Kristen van Ginhoven

Women’s Leadership in the Non-Profit Theatre: Continuing Actions to Shift the Perception

Posted by Kristen van Ginhoven, Apr 20, 2017 0 comments


Kristen van Ginhoven

In 2013, the Wellesley Centers for Women (WCW) partnered with American Conservatory Theater (A.C.T.) to study gender equity in leadership opportunities in the non-profit American theatre.

Women have never held more than 27% of leadership positions in American non-profit theatre. Why? In a field in which “representation” is important to the stories we present to the public, the persistent underrepresentation of female leadership is puzzling and problematic.

Non-profit arts organizations are mandated to serve the general public. The goal of gender equity in leadership is an urgent issue, especially considering this mandate and the opportunities and benefits diverse leadership creates.

The research was able to unravel some of the reasons behind leadership gender imbalance through a multi-informant and multi-method design, which made clear that the issue is not a pipeline problem. There are sufficient numbers of women in next-in-line positions in the field. Action plans that address this “glass ceiling” need to be developed to correct the disparity.

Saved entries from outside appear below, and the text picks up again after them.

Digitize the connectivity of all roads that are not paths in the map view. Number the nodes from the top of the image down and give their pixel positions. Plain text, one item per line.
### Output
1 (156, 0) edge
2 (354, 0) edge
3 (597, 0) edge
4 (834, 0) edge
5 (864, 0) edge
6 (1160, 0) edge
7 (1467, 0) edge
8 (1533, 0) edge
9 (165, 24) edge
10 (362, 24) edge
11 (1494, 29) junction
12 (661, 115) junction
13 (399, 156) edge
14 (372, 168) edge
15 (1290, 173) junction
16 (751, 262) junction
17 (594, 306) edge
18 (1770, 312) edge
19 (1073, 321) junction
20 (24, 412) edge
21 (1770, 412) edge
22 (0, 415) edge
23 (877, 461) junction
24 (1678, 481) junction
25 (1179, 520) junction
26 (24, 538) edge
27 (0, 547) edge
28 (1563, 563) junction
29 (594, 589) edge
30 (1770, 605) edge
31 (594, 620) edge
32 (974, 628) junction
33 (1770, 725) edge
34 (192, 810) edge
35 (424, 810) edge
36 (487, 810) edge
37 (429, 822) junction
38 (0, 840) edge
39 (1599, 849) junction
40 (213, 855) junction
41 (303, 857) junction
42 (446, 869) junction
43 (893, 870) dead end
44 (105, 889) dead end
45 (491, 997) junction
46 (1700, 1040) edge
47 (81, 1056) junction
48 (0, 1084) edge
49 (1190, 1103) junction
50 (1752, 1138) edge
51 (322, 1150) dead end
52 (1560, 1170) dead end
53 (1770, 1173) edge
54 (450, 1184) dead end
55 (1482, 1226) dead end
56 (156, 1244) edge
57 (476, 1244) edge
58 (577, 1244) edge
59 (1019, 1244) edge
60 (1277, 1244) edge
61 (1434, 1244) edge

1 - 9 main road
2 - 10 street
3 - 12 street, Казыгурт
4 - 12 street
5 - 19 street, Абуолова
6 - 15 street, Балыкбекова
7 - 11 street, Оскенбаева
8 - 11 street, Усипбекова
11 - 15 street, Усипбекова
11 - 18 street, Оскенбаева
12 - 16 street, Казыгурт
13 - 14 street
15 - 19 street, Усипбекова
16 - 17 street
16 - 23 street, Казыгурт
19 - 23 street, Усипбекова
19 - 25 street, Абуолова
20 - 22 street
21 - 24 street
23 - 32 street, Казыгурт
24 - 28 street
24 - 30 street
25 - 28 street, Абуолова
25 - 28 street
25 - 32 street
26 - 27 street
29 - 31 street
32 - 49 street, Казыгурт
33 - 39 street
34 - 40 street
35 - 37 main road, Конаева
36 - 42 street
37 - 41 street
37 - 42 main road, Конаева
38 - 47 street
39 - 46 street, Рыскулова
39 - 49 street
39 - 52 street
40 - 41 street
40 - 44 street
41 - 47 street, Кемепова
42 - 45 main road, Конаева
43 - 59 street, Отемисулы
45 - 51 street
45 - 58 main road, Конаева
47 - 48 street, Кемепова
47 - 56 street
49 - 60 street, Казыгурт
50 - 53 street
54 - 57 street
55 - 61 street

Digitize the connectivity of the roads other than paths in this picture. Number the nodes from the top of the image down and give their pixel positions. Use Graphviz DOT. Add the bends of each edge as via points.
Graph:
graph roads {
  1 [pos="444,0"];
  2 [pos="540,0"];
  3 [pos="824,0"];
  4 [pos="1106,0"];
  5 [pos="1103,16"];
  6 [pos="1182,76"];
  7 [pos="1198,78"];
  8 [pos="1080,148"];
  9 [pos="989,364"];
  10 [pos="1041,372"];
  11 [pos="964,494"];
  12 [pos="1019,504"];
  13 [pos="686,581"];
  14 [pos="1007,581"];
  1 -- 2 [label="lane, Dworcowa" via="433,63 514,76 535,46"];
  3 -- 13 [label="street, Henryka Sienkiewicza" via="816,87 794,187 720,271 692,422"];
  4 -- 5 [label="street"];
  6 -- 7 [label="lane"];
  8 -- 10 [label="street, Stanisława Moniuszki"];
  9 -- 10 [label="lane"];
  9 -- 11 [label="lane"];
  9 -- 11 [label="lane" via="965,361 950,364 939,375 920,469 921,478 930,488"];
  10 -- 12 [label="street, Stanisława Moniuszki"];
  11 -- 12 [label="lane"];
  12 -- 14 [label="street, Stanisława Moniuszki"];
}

To that end, as an action to help shift the perception of women in leadership positions in the non-profit theatre, WAM Theatre is hosting the pilot Berkshire Leadership Summit in October 2017. This summit serves as another step in the national conversation about gender equity in leadership opportunities in the non-profit American Theatre.

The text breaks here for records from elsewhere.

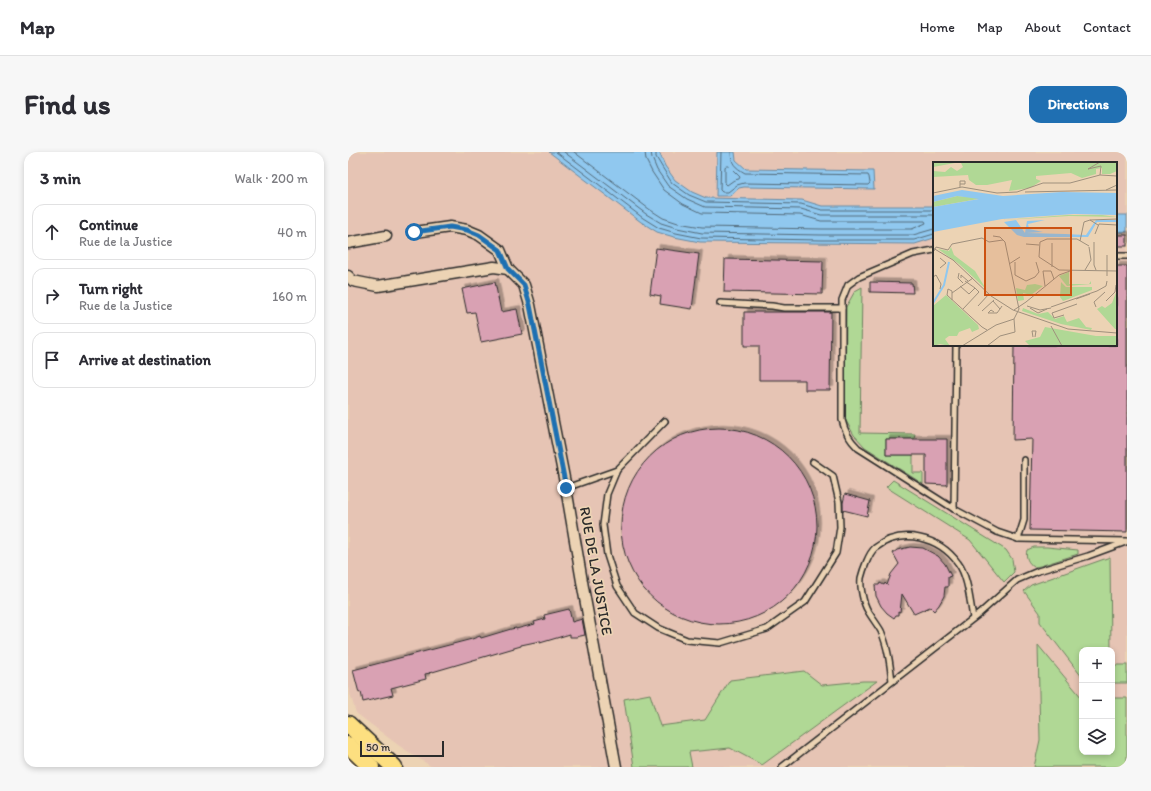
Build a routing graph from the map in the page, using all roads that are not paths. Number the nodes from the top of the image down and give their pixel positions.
1 (414, 232) dead end
2 (386, 236) dead end
3 (348, 243) edge
4 (933, 250) edge
5 (508, 269) junction
6 (348, 276) edge
7 (720, 303) dead end
8 (842, 308) junction
9 (956, 346) edge
10 (665, 421) dead end
11 (1024, 460) dead end
12 (813, 462) dead end
13 (616, 470) junction
14 (566, 488) junction
15 (954, 509) junction
16 (1018, 539) junction
17 (1127, 542) edge
18 (973, 618) junction
19 (892, 681) junction
20 (348, 724) edge
21 (348, 745) edge
22 (380, 764) edge
23 (616, 767) edge
24 (782, 767) edge

1 - 5 street, RUE DE LA JUSTICE
2 - 3 street
4 - 8 lane
5 - 6 street
5 - 14 street, RUE DE LA JUSTICE
7 - 8 lane
8 - 15 lane
9 - 15 lane
10 - 13 lane
11 - 16 lane
12 - 13 lane
13 - 14 lane
14 - 23 street, RUE DE LA JUSTICE
15 - 16 lane
16 - 17 lane
17 - 18 lane
18 - 19 lane
18 - 19 lane
19 - 24 lane
20 - 22 main road
21 - 22 main road

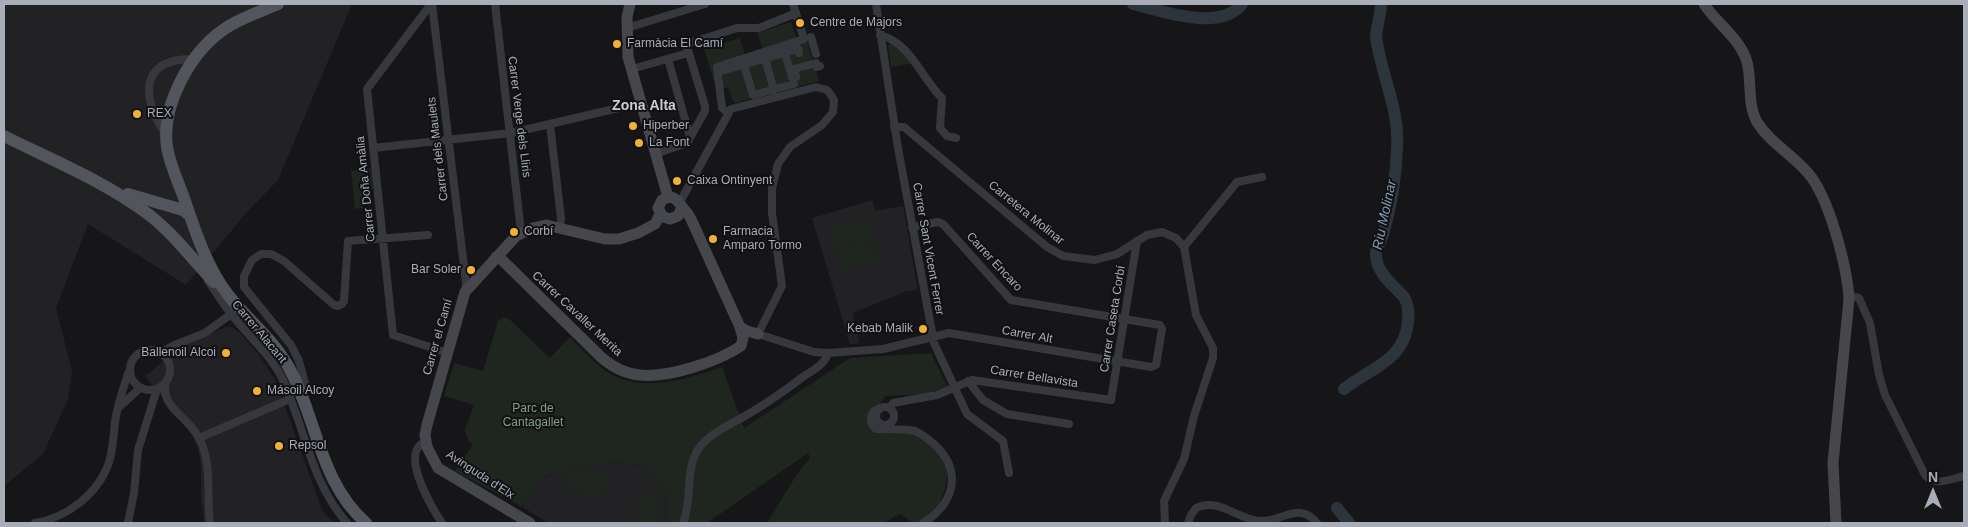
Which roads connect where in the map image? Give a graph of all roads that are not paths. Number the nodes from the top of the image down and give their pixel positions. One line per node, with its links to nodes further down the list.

This pilot Berkshire Leadership Summit—an event for women aspiring to leadership positions in the non-profit theatre in both artistic and operational tracks—will be held October 28-29, 2017, at Shakespeare & Company’s Elayne P. Bernstein Performing Arts Center in Lenox, MA.

This Summit is informed and supported by the research that A.C.T. commissioned from WCW. The results of this research study were presented at the Women’s Leadership Conference at A.C.T. in San Francisco in August 2016. As WAM’s Artistic Director, I was an early supporter of the study and attended the conference.

Inspired by the findings of the research study and the conversations at that conference, a steering committee met and joined forces at the August 2016 Women’s Leadership Conference in San Francisco to organize the first pilot Berkshire Leadership Summit. The steering committee for the Berkshire Leadership Summit is Akiba Ababa, audience development manager at ArtsEmerson (Boston); Rachel Fink, Managing Director at Theatre Bay Area (San Francisco); Shafer Mazow, Senior Grants Manager at The Exploratorium (San Francisco); and myself.

This inaugural two-day, in-person Summit will provide deep dive, nuts-and-bolts sessions to examine four areas that female theater professionals identified as main barriers to leadership positions in the WCW research study:

  • Fundraising—e.g. the ability to go from a $200,000 company to a $2,000,000 company
  • Producing—e.g. the ability to produce a high-budget event from the ground up
  • Relationship Building—e.g. the opportunity to meet the people who work at the theatres that will hire you for leadership positions
  • Awareness Building/Creating Opportunity—e.g. the ability and agency to shift the consciousness and perception around women and leadership

The Berkshire Leadership Summit has three central aims: 1) To provide participants with an experience that grows their network of allies; 2) to enrich vocabulary that supports the current industry while advocating for their future as women leaders; and 3) to expand skill sets that improve their path to leadership.

The Summit also will offer shorter working sessions around other areas identified as barriers to leadership in the study and at the conference.

Recently the Summit steering committee conducted a survey that received more than 300 responses from target participants and indicated a desire for the working sessions to include discussions around strategic planning, identifying and articulating qualities that distinguish summit participants as leaders, and directly addressing intersectionality and the complexities of diversity.

The Summit acknowledges that gender discrimination is a complex topic. As a first step, this inaugural Summit is targeted to people who navigate the field as women (e.g. transgender, cisgender, gender non-conforming) in early to mid-career who are theatre professionals on the path to leadership. More information can be found at www.wamtheatre.com/berkshire-leadership-summit-2017.

This post was written with input from the Steering Committee of the pilot Berkshire Leadership Summit.